▶ _Aim of the task_: Within these records, how many lines hold "José"? Give the number alone.

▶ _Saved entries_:
====

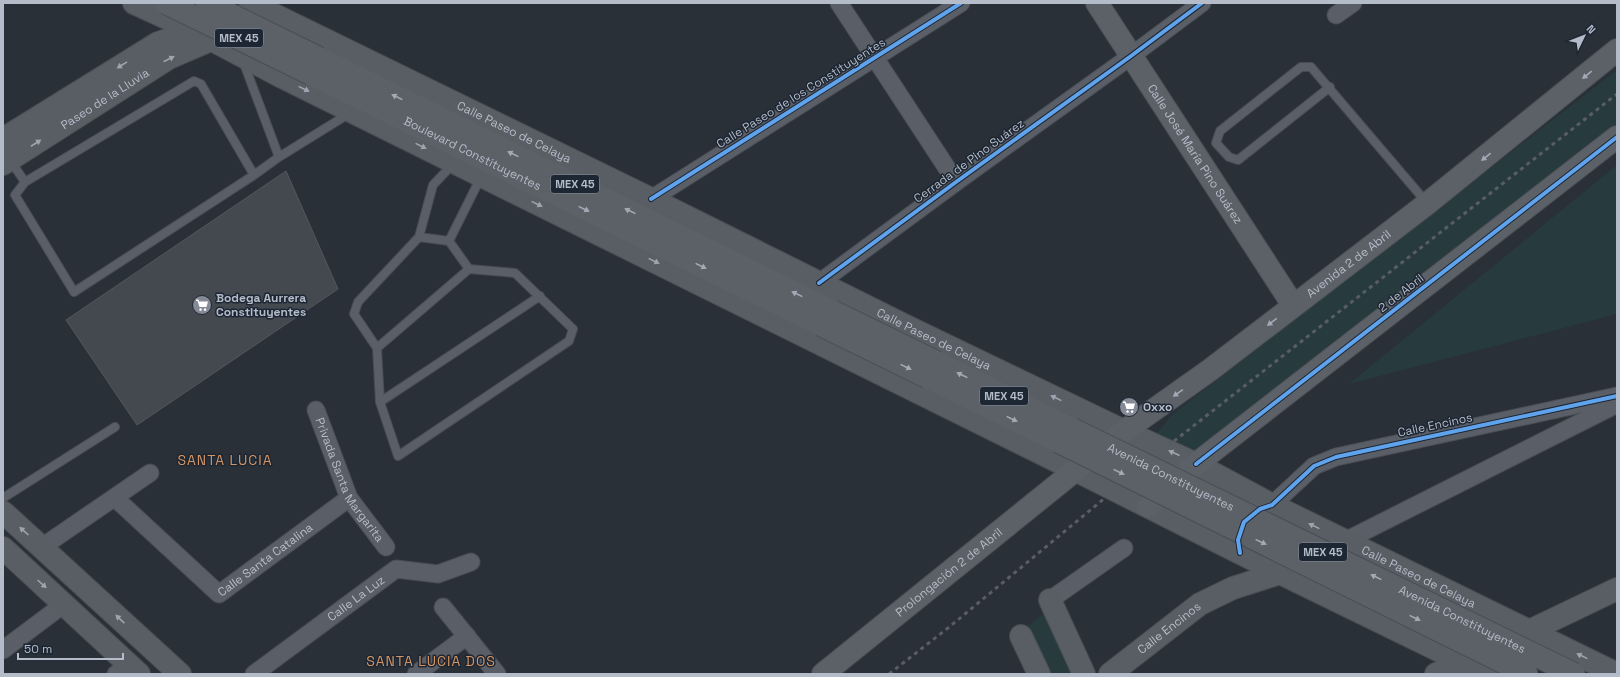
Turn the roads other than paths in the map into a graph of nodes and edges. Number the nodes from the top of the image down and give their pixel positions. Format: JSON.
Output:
{"nodes":[{"id":1,"x":134,"y":3,"type":"edge"},
{"id":2,"x":179,"y":3,"type":"edge"},
{"id":3,"x":207,"y":3,"type":"edge"},
{"id":4,"x":839,"y":3,"type":"edge"},
{"id":5,"x":961,"y":3,"type":"edge"},
{"id":6,"x":1097,"y":3,"type":"edge"},
{"id":7,"x":1202,"y":3,"type":"edge"},
{"id":8,"x":1353,"y":3,"type":"edge"},
{"id":9,"x":261,"y":5,"type":"edge"},
{"id":10,"x":164,"y":10,"type":"edge"},
{"id":11,"x":1336,"y":15,"type":"dead end"},
{"id":12,"x":312,"y":33,"type":"junction"},
{"id":13,"x":203,"y":36,"type":"junction"},
{"id":14,"x":1617,"y":50,"type":"edge"},
{"id":15,"x":241,"y":56,"type":"junction"},
{"id":16,"x":1131,"y":56,"type":"junction"},
{"id":17,"x":874,"y":58,"type":"junction"},
{"id":18,"x":315,"y":66,"type":"junction"},
{"id":19,"x":282,"y":77,"type":"junction"},
{"id":20,"x":1330,"y":87,"type":"junction"},
{"id":21,"x":352,"y":112,"type":"junction"},
{"id":22,"x":1617,"y":137,"type":"edge"},
{"id":23,"x":5,"y":154,"type":"edge"},
{"id":24,"x":279,"y":156,"type":"junction"},
{"id":25,"x":455,"y":163,"type":"junction"},
{"id":26,"x":254,"y":175,"type":"junction"},
{"id":27,"x":482,"y":176,"type":"junction"},
{"id":28,"x":25,"y":182,"type":"junction"},
{"id":29,"x":956,"y":182,"type":"junction"},
{"id":30,"x":651,"y":199,"type":"junction"},
{"id":31,"x":1428,"y":203,"type":"junction"},
{"id":32,"x":419,"y":237,"type":"junction"},
{"id":33,"x":449,"y":241,"type":"junction"},
{"id":34,"x":469,"y":269,"type":"junction"},
{"id":35,"x":819,"y":283,"type":"junction"},
{"id":36,"x":540,"y":296,"type":"junction"},
{"id":37,"x":1293,"y":305,"type":"junction"},
{"id":38,"x":830,"y":319,"type":"junction"},
{"id":39,"x":906,"y":326,"type":"junction"},
{"id":40,"x":377,"y":348,"type":"junction"},
{"id":41,"x":880,"y":374,"type":"junction"},
{"id":42,"x":1617,"y":396,"type":"edge"},
{"id":43,"x":380,"y":402,"type":"junction"},
{"id":44,"x":1617,"y":404,"type":"edge"},
{"id":45,"x":316,"y":410,"type":"dead end"},
{"id":46,"x":1071,"y":427,"type":"junction"},
{"id":47,"x":115,"y":428,"type":"dead end"},
{"id":48,"x":1124,"y":431,"type":"junction"},
{"id":49,"x":1038,"y":451,"type":"junction"},
{"id":50,"x":1196,"y":464,"type":"junction"},
{"id":51,"x":1075,"y":470,"type":"junction"},
{"id":52,"x":150,"y":473,"type":"dead end"},
{"id":53,"x":3,"y":498,"type":"edge"},
{"id":54,"x":115,"y":498,"type":"junction"},
{"id":55,"x":349,"y":498,"type":"junction"},
{"id":56,"x":1272,"y":505,"type":"junction"},
{"id":57,"x":1148,"y":506,"type":"junction"},
{"id":58,"x":3,"y":512,"type":"edge"},
{"id":59,"x":1345,"y":541,"type":"junction"},
{"id":60,"x":42,"y":547,"type":"junction"},
{"id":61,"x":386,"y":547,"type":"dead end"},
{"id":62,"x":3,"y":548,"type":"edge"},
{"id":63,"x":1124,"y":548,"type":"dead end"},
{"id":64,"x":1245,"y":555,"type":"junction"},
{"id":65,"x":471,"y":562,"type":"dead end"},
{"id":66,"x":1280,"y":573,"type":"junction"},
{"id":67,"x":1233,"y":588,"type":"junction"},
{"id":68,"x":1617,"y":589,"type":"edge"},
{"id":69,"x":1455,"y":594,"type":"junction"},
{"id":70,"x":1050,"y":600,"type":"joint"},
{"id":71,"x":64,"y":604,"type":"junction"},
{"id":72,"x":442,"y":607,"type":"dead end"},
{"id":73,"x":1543,"y":631,"type":"junction"},
{"id":74,"x":466,"y":636,"type":"junction"},
{"id":75,"x":1021,"y":636,"type":"dead end"},
{"id":76,"x":1421,"y":641,"type":"junction"},
{"id":77,"x":3,"y":650,"type":"edge"},
{"id":78,"x":1464,"y":662,"type":"junction"},
{"id":79,"x":128,"y":671,"type":"edge"},
{"id":80,"x":180,"y":674,"type":"edge"},
{"id":81,"x":254,"y":674,"type":"edge"},
{"id":82,"x":416,"y":674,"type":"edge"},
{"id":83,"x":497,"y":674,"type":"edge"},
{"id":84,"x":823,"y":674,"type":"edge"},
{"id":85,"x":1038,"y":674,"type":"edge"},
{"id":86,"x":1084,"y":674,"type":"edge"},
{"id":87,"x":1110,"y":674,"type":"edge"},
{"id":88,"x":1435,"y":674,"type":"edge"},
{"id":89,"x":1488,"y":674,"type":"edge"},
{"id":90,"x":1527,"y":674,"type":"edge"},
{"id":91,"x":1574,"y":674,"type":"edge"},
{"id":92,"x":1617,"y":674,"type":"edge"}],
"edges":[{"from":1,"to":10,"type":"main road","name":"Calle Paseo de Celaya"},
{"from":2,"to":10,"type":"main road"},
{"from":3,"to":18,"type":"main road","name":"Boulevard Constituyentes","number":"MEX 45","bridge":true},
{"from":4,"to":17,"type":"street"},
{"from":5,"to":17,"type":"street","name":"Calle Paseo de los Constituyentes"},
{"from":6,"to":16,"type":"main road","name":"Calle José María Pino Suárez"},
{"from":7,"to":16,"type":"street","name":"Cerrada de Pino Suárez"},
{"from":8,"to":11,"type":"street"},
{"from":9,"to":12,"type":"main road","name":"Calle Paseo de Celaya"},
{"from":9,"to":13,"type":"main road","name":"Paseo de la Lluvia"},
{"from":10,"to":13,"type":"main road","name":"Calle Paseo de Celaya"},
{"from":10,"to":18,"type":"main road","name":"Boulevard Constituyentes","number":"MEX 45","bridge":true},
{"from":12,"to":19,"type":"main road"},
{"from":12,"to":30,"type":"main road","name":"Calle Paseo de Celaya"},
{"from":13,"to":15,"type":"main road","name":"Calle Paseo de Celaya"},
{"from":13,"to":23,"type":"main road","name":"Paseo de la Lluvia"},
{"from":14,"to":31,"type":"main road","name":"Avenida 2 de Abril","one_way":true},
{"from":15,"to":19,"type":"main road","name":"Calle Paseo de Celaya"},
{"from":15,"to":24,"type":"lane"},
{"from":16,"to":29,"type":"street","name":"Cerrada de Pino Suárez"},
{"from":16,"to":37,"type":"main road","name":"Calle José María Pino Suárez"},
{"from":17,"to":29,"type":"street"},
{"from":17,"to":30,"type":"street","name":"Calle Paseo de los Constituyentes"},
{"from":18,"to":38,"type":"main road","name":"Boulevard Constituyentes","number":"MEX 45"},
{"from":19,"to":21,"type":"main road","name":"Calle Paseo de Celaya","one_way":true},
{"from":20,"to":20,"type":"lane"},
{"from":20,"to":31,"type":"lane"},
{"from":21,"to":24,"type":"lane"},
{"from":21,"to":25,"type":"main road","name":"Calle Paseo de Celaya","one_way":true},
{"from":22,"to":50,"type":"main road","name":"2 de Abril"},
{"from":23,"to":28,"type":"lane"},
{"from":24,"to":26,"type":"lane"},
{"from":25,"to":27,"type":"main road","name":"Calle Paseo de Celaya"},
{"from":25,"to":32,"type":"lane"},
{"from":26,"to":28,"type":"lane"},
{"from":26,"to":28,"type":"lane"},
{"from":27,"to":33,"type":"lane"},
{"from":27,"to":38,"type":"main road","name":"Calle Paseo de Celaya","one_way":true},
{"from":29,"to":35,"type":"street","name":"Cerrada de Pino Suárez"},
{"from":30,"to":35,"type":"main road","name":"Calle Paseo de Celaya"},
{"from":31,"to":37,"type":"main road","name":"Avenida 2 de Abril"},
{"from":32,"to":33,"type":"lane"},
{"from":32,"to":40,"type":"lane"},
{"from":33,"to":34,"type":"lane"},
{"from":34,"to":36,"type":"lane"},
{"from":34,"to":40,"type":"lane"},
{"from":35,"to":38,"type":"main road","name":"Calle Paseo de Celaya"},
{"from":36,"to":43,"type":"lane"},
{"from":36,"to":43,"type":"lane"},
{"from":37,"to":48,"type":"main road","name":"Avenida 2 de Abril","one_way":true},
{"from":38,"to":39,"type":"main road","name":"Calle Paseo de Celaya"},
{"from":38,"to":41,"type":"main road","name":"Calle Paseo de Celaya"},
{"from":38,"to":46,"type":"main road","name":"Avenida Constituyentes","number":"MEX 45","bridge":true},
{"from":39,"to":41,"type":"main road"},
{"from":46,"to":39,"type":"main road","name":"Calle Paseo de Celaya","one_way":true},
{"from":40,"to":43,"type":"lane"},
{"from":41,"to":49,"type":"main road","name":"Calle Paseo de Celaya"},
{"from":42,"to":56,"type":"street","name":"Calle Encinos"},
{"from":44,"to":59,"type":"street"},
{"from":45,"to":55,"type":"street","name":"Privada Santa Margarita"},
{"from":46,"to":48,"type":"main road","name":"Calle Paseo de Celaya"},
{"from":46,"to":49,"type":"main road"},
{"from":46,"to":90,"type":"main road","name":"Avenida Constituyentes","number":"MEX 45","one_way":true,"bridge":true},
{"from":91,"to":46,"type":"main road","name":"Avenida Constituyentes","number":"MEX 45","one_way":true,"bridge":true},
{"from":47,"to":53,"type":"lane"},
{"from":50,"to":48,"type":"main road","name":"Calle Paseo de Celaya","one_way":true},
{"from":48,"to":51,"type":"main road","name":"Avenida 2 de Abril"},
{"from":49,"to":51,"type":"main road","name":"Calle Paseo de Celaya"},
{"from":50,"to":56,"type":"main road","name":"Calle Paseo de Celaya"},
{"from":50,"to":57,"type":"main road","name":"2 de Abril"},
{"from":51,"to":57,"type":"main road","name":"Calle Paseo de Celaya"},
{"from":51,"to":84,"type":"main road","name":"Prolongación 2 de Abril"},
{"from":52,"to":54,"type":"street"},
{"from":54,"to":55,"type":"street","name":"Calle Santa Catalina"},
{"from":54,"to":60,"type":"street"},
{"from":55,"to":61,"type":"street","name":"Privada Santa Margarita"},
{"from":59,"to":56,"type":"main road","name":"Calle Paseo de Celaya","one_way":true},
{"from":56,"to":64,"type":"main road"},
{"from":57,"to":64,"type":"main road","name":"Calle Paseo de Celaya"},
{"from":60,"to":58,"type":"main road","one_way":true},
{"from":59,"to":69,"type":"main road","name":"Calle Paseo de Celaya"},
{"from":80,"to":60,"type":"main road","one_way":true},
{"from":62,"to":71,"type":"main road","one_way":true},
{"from":63,"to":70,"type":"street"},
{"from":64,"to":66,"type":"main road","name":"Calle Paseo de Celaya"},
{"from":64,"to":67,"type":"main road"},
{"from":65,"to":81,"type":"street","name":"Calle La Luz"},
{"from":66,"to":67,"type":"main road","name":"Calle Encinos"},
{"from":66,"to":76,"type":"main road","name":"Calle Paseo de Celaya"},
{"from":67,"to":87,"type":"main road","name":"Calle Encinos"},
{"from":68,"to":73,"type":"main road"},
{"from":69,"to":73,"type":"main road","name":"Calle Paseo de Celaya"},
{"from":69,"to":76,"type":"main road"},
{"from":70,"to":86,"type":"main road"},
{"from":71,"to":77,"type":"street"},
{"from":71,"to":79,"type":"main road"},
{"from":72,"to":74,"type":"street"},
{"from":73,"to":78,"type":"main road"},
{"from":92,"to":73,"type":"main road","name":"Calle Paseo de Celaya","one_way":true},
{"from":74,"to":82,"type":"street"},
{"from":74,"to":83,"type":"street"},
{"from":75,"to":85,"type":"main road"},
{"from":76,"to":78,"type":"main road","name":"Calle Paseo de Celaya"},
{"from":76,"to":88,"type":"main road"},
{"from":78,"to":88,"type":"main road"},
{"from":78,"to":89,"type":"main road","name":"Calle Paseo de Celaya"}]}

====

▶ _Your solution_: 2